- EXERCISE DETAILS: Your answer must consist of every line from the data below that includes the word "RUSSELL".

- Recorded data:
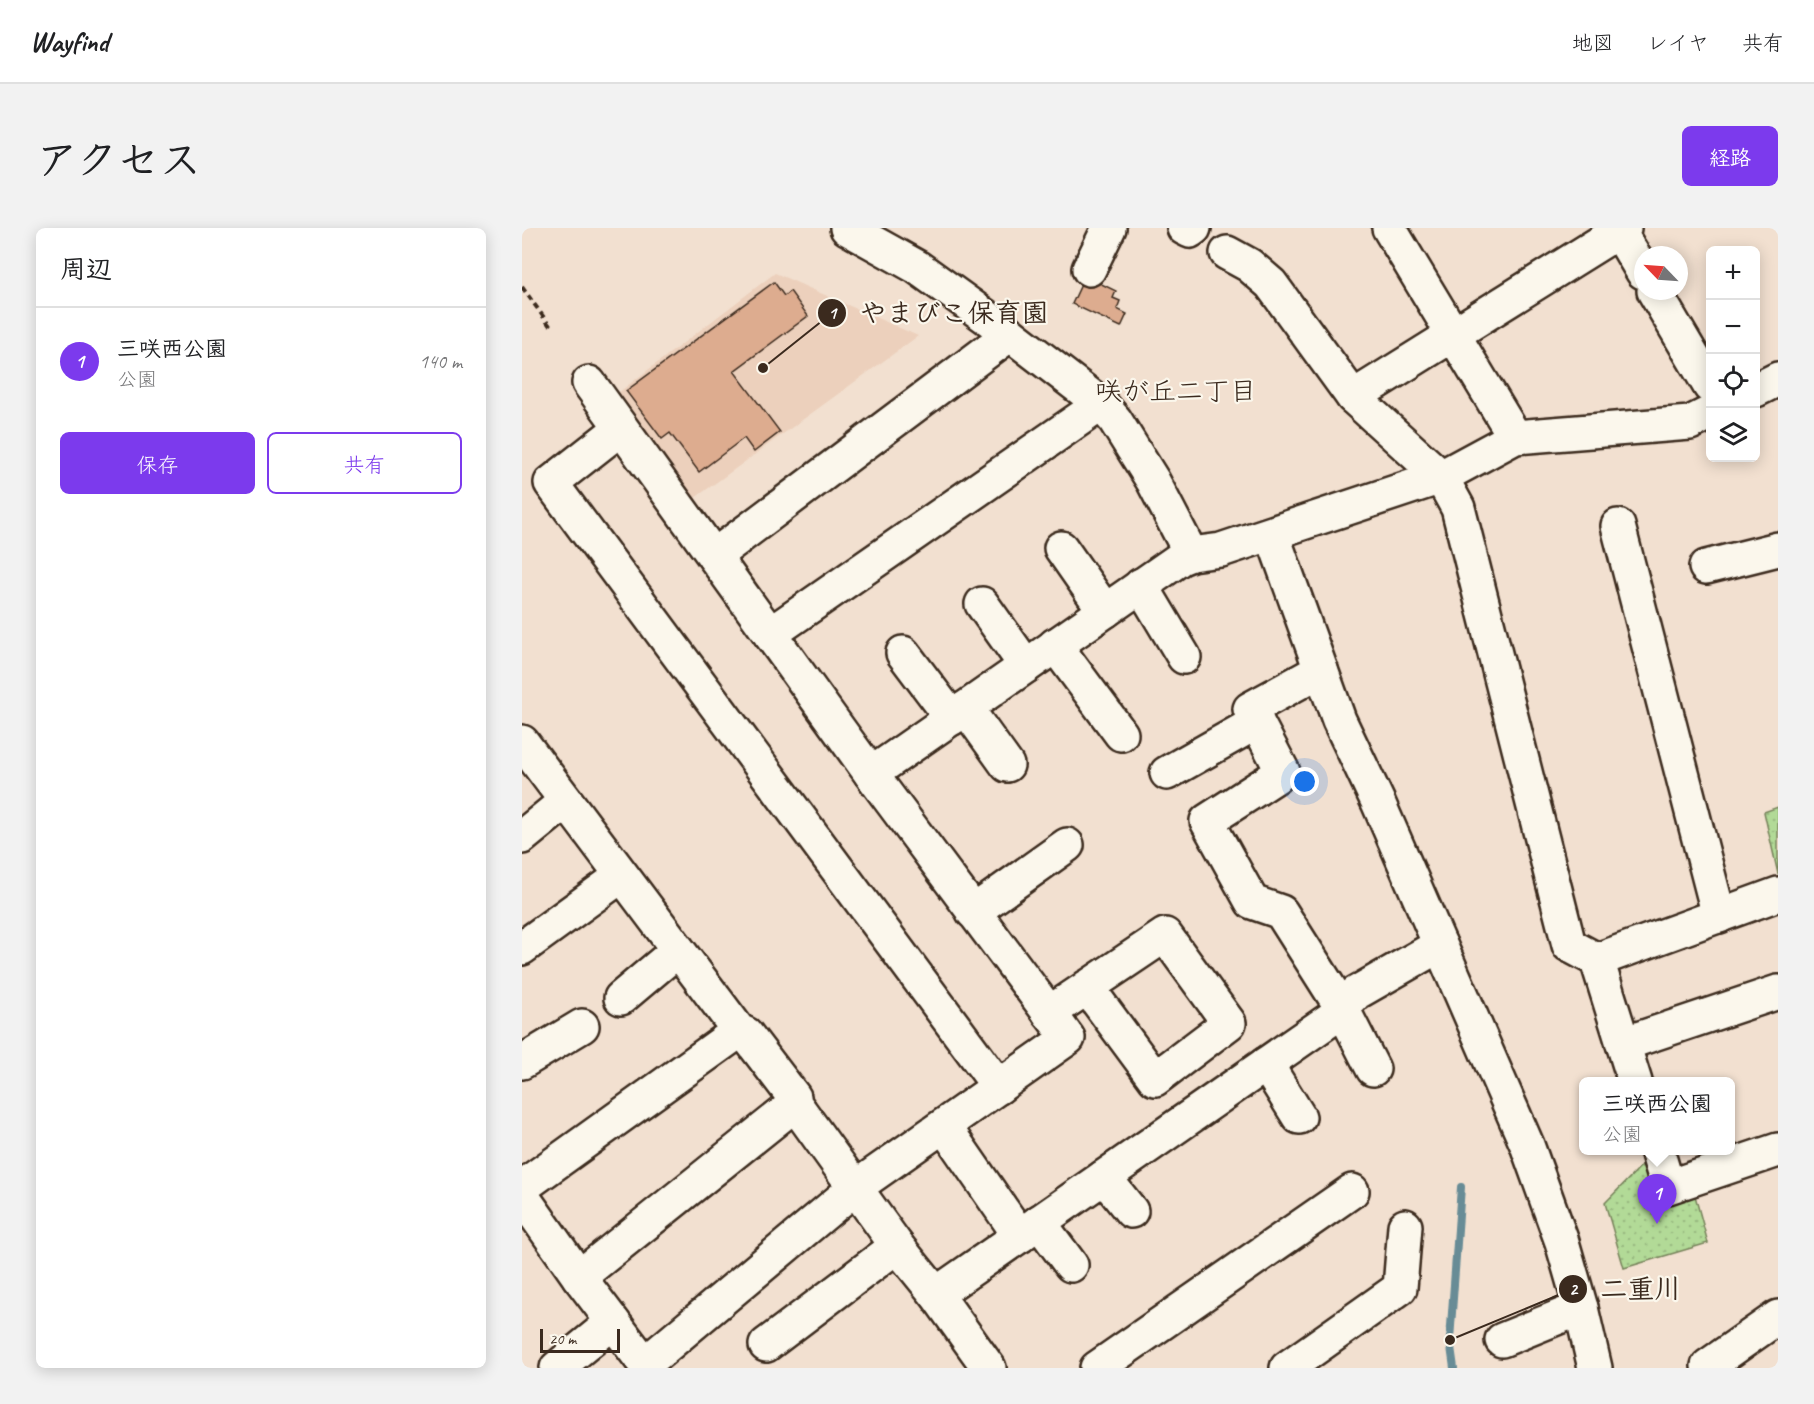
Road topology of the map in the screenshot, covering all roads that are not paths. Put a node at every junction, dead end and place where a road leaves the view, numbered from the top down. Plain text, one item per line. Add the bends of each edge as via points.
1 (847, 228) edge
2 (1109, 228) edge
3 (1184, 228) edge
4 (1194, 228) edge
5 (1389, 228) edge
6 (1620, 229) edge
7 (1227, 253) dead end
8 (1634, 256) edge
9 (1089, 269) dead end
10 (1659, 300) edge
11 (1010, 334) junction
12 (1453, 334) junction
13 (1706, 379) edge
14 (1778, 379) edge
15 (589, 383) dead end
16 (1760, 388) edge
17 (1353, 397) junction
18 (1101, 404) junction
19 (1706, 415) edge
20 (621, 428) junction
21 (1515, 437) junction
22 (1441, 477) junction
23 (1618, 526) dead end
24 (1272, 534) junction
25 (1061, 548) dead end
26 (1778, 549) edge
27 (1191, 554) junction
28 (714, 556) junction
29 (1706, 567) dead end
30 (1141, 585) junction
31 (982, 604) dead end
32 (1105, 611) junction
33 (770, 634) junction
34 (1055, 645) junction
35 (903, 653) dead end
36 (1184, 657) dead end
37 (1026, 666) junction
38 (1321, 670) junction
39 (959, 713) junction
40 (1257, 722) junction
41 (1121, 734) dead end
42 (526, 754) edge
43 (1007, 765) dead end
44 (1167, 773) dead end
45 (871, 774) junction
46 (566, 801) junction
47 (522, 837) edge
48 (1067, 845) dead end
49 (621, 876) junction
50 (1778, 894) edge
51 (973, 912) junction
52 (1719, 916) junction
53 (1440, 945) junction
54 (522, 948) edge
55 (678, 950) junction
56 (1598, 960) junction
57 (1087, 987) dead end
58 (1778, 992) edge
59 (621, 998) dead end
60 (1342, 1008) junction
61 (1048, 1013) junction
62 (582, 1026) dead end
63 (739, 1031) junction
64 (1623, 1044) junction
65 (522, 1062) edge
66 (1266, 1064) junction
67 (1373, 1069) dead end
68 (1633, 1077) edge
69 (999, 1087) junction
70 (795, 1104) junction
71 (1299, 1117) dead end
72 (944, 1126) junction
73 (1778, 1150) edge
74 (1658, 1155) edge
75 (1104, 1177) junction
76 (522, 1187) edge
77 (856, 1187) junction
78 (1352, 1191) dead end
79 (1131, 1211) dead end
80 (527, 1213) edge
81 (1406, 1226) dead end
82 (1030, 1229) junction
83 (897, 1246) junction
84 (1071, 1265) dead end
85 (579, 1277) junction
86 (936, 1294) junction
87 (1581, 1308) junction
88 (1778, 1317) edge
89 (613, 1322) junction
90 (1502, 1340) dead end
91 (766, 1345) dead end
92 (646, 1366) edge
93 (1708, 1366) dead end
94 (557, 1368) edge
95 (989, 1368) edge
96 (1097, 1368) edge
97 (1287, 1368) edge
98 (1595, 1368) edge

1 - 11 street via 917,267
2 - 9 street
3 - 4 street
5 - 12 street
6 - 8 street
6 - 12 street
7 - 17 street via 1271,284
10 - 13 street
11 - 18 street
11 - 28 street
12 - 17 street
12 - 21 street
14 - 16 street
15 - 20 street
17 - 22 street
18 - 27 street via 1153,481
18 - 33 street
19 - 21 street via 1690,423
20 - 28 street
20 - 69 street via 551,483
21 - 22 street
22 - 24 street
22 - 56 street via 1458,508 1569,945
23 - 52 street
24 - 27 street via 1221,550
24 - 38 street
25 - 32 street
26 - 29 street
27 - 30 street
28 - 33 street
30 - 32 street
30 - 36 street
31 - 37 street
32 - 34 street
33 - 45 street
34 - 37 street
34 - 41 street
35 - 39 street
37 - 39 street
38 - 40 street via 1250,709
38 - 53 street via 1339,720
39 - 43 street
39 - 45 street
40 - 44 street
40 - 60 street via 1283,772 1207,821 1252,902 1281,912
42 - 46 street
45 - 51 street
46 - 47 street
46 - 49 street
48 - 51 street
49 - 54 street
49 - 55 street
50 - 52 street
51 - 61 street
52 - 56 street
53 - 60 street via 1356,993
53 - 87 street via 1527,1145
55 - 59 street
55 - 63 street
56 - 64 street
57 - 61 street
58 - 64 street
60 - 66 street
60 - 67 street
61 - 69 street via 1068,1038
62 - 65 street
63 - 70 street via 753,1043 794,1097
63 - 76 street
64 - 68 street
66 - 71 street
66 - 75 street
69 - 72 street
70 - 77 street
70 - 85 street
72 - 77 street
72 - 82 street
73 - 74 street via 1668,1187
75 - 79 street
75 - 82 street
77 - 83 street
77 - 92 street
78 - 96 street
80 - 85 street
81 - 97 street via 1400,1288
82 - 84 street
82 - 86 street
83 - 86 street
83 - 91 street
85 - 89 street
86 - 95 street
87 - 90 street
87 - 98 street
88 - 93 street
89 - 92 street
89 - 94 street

...

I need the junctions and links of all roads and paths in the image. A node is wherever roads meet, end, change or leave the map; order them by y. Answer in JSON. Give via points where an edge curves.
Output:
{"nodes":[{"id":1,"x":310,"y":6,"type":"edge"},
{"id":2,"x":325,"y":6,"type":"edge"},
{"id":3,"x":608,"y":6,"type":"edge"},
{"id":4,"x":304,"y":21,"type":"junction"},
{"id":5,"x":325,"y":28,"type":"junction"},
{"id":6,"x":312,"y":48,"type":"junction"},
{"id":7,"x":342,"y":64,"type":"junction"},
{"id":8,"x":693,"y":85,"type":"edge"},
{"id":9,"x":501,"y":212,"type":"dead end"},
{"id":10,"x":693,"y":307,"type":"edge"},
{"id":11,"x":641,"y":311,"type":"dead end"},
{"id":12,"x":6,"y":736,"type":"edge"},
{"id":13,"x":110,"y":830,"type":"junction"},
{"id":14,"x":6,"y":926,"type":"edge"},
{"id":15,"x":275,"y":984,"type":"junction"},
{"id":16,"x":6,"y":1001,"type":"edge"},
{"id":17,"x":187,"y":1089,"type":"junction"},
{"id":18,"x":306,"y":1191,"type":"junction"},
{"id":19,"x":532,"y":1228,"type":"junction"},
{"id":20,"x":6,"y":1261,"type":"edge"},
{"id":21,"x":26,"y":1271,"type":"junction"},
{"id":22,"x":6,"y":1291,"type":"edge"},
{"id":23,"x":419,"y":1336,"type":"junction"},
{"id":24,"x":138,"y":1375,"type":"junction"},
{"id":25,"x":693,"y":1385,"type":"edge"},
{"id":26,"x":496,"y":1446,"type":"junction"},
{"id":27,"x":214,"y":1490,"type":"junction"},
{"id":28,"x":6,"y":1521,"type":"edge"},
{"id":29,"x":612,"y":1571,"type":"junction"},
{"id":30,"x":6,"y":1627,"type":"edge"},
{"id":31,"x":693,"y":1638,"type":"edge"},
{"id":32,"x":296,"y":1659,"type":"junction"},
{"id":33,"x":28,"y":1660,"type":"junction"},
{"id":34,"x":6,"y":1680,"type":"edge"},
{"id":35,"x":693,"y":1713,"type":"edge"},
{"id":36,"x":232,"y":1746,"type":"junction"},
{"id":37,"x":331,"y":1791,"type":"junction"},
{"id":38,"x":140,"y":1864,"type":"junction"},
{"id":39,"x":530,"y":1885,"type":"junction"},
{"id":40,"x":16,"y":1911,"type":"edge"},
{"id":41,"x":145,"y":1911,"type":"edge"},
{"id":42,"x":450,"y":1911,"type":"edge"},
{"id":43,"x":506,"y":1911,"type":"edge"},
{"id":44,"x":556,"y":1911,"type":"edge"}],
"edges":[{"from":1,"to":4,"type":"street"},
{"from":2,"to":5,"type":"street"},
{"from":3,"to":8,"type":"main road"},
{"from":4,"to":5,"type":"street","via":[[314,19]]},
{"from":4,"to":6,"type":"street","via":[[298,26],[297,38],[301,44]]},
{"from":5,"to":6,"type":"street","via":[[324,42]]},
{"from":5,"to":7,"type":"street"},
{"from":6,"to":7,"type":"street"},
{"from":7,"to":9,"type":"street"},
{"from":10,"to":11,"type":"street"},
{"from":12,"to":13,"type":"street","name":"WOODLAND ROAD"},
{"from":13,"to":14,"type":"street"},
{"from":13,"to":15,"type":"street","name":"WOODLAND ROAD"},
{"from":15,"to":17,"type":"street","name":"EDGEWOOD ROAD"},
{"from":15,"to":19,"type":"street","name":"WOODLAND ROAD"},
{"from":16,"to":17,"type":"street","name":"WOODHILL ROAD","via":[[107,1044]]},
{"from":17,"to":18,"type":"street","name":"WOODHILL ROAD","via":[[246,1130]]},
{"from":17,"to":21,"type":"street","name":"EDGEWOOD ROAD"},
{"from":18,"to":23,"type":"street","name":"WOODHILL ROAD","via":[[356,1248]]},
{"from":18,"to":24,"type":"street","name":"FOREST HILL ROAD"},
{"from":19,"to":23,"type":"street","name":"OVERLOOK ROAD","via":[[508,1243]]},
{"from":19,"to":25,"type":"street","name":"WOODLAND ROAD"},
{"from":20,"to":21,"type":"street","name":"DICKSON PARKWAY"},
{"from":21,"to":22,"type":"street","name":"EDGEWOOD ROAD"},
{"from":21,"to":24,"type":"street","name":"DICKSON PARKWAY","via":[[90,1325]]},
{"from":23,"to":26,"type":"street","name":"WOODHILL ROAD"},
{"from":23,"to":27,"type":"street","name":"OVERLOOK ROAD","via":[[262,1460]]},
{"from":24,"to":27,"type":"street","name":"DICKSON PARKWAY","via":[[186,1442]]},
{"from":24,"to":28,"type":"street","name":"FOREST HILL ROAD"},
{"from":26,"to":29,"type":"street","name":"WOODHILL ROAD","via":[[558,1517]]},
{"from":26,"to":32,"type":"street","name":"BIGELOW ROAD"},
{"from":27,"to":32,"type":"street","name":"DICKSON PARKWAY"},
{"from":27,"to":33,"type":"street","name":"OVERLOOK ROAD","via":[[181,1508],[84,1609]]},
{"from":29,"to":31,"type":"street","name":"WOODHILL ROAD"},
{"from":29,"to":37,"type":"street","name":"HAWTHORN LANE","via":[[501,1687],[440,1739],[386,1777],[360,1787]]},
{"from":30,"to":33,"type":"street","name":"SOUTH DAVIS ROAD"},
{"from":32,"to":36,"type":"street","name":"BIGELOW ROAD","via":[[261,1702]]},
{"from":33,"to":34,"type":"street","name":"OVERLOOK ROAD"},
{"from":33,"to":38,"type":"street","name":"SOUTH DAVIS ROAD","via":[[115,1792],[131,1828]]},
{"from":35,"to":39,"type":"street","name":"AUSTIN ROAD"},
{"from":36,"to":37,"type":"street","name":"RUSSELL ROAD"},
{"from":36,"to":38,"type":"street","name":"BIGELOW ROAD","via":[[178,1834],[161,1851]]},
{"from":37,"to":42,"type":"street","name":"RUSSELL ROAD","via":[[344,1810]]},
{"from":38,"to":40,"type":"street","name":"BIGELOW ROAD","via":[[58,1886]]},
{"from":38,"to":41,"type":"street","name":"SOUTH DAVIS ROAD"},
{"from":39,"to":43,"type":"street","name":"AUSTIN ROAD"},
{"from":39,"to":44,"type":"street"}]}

- SOLVED PROBLEM:
{"from":36,"to":37,"type":"street","name":"RUSSELL ROAD"},
{"from":37,"to":42,"type":"street","name":"RUSSELL ROAD","via":[[344,1810]]},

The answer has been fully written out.